• About this exercise:
Retype each entry. Leave nothing out.

• The records:
━━━━━━━━━━

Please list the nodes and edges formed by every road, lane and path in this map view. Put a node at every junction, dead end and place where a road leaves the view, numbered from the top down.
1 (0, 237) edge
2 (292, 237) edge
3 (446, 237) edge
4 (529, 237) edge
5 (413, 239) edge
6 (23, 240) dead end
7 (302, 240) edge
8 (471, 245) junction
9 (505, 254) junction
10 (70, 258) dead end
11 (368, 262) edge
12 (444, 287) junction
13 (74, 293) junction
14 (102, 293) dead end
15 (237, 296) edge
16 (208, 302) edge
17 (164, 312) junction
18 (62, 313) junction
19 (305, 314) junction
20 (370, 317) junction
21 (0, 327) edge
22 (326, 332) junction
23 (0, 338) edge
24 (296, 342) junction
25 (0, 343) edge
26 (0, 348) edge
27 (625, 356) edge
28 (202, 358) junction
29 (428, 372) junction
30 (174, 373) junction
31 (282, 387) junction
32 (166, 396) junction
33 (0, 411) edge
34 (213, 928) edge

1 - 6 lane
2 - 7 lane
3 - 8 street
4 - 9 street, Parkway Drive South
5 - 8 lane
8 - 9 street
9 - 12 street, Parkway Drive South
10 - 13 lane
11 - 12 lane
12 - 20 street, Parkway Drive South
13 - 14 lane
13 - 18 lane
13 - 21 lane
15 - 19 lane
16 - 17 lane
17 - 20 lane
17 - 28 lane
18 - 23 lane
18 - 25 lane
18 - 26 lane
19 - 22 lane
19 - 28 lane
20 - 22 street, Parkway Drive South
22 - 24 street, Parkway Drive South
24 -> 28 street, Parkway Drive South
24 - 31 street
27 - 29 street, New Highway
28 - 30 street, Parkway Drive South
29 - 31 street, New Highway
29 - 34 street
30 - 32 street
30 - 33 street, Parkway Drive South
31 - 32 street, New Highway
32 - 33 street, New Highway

━━━━━━━━━━

• Answer box:
Please list the nodes and edges formed by every road, lane and path in this map view. Put a node at every junction, dead end and place where a road leaves the view, numbered from the top down.
1 (0, 237) edge
2 (292, 237) edge
3 (446, 237) edge
4 (529, 237) edge
5 (413, 239) edge
6 (23, 240) dead end
7 (302, 240) edge
8 (471, 245) junction
9 (505, 254) junction
10 (70, 258) dead end
11 (368, 262) edge
12 (444, 287) junction
13 (74, 293) junction
14 (102, 293) dead end
15 (237, 296) edge
16 (208, 302) edge
17 (164, 312) junction
18 (62, 313) junction
19 (305, 314) junction
20 (370, 317) junction
21 (0, 327) edge
22 (326, 332) junction
23 (0, 338) edge
24 (296, 342) junction
25 (0, 343) edge
26 (0, 348) edge
27 (625, 356) edge
28 (202, 358) junction
29 (428, 372) junction
30 (174, 373) junction
31 (282, 387) junction
32 (166, 396) junction
33 (0, 411) edge
34 (213, 928) edge

1 - 6 lane
2 - 7 lane
3 - 8 street
4 - 9 street, Parkway Drive South
5 - 8 lane
8 - 9 street
9 - 12 street, Parkway Drive South
10 - 13 lane
11 - 12 lane
12 - 20 street, Parkway Drive South
13 - 14 lane
13 - 18 lane
13 - 21 lane
15 - 19 lane
16 - 17 lane
17 - 20 lane
17 - 28 lane
18 - 23 lane
18 - 25 lane
18 - 26 lane
19 - 22 lane
19 - 28 lane
20 - 22 street, Parkway Drive South
22 - 24 street, Parkway Drive South
24 -> 28 street, Parkway Drive South
24 - 31 street
27 - 29 street, New Highway
28 - 30 street, Parkway Drive South
29 - 31 street, New Highway
29 - 34 street
30 - 32 street
30 - 33 street, Parkway Drive South
31 - 32 street, New Highway
32 - 33 street, New Highway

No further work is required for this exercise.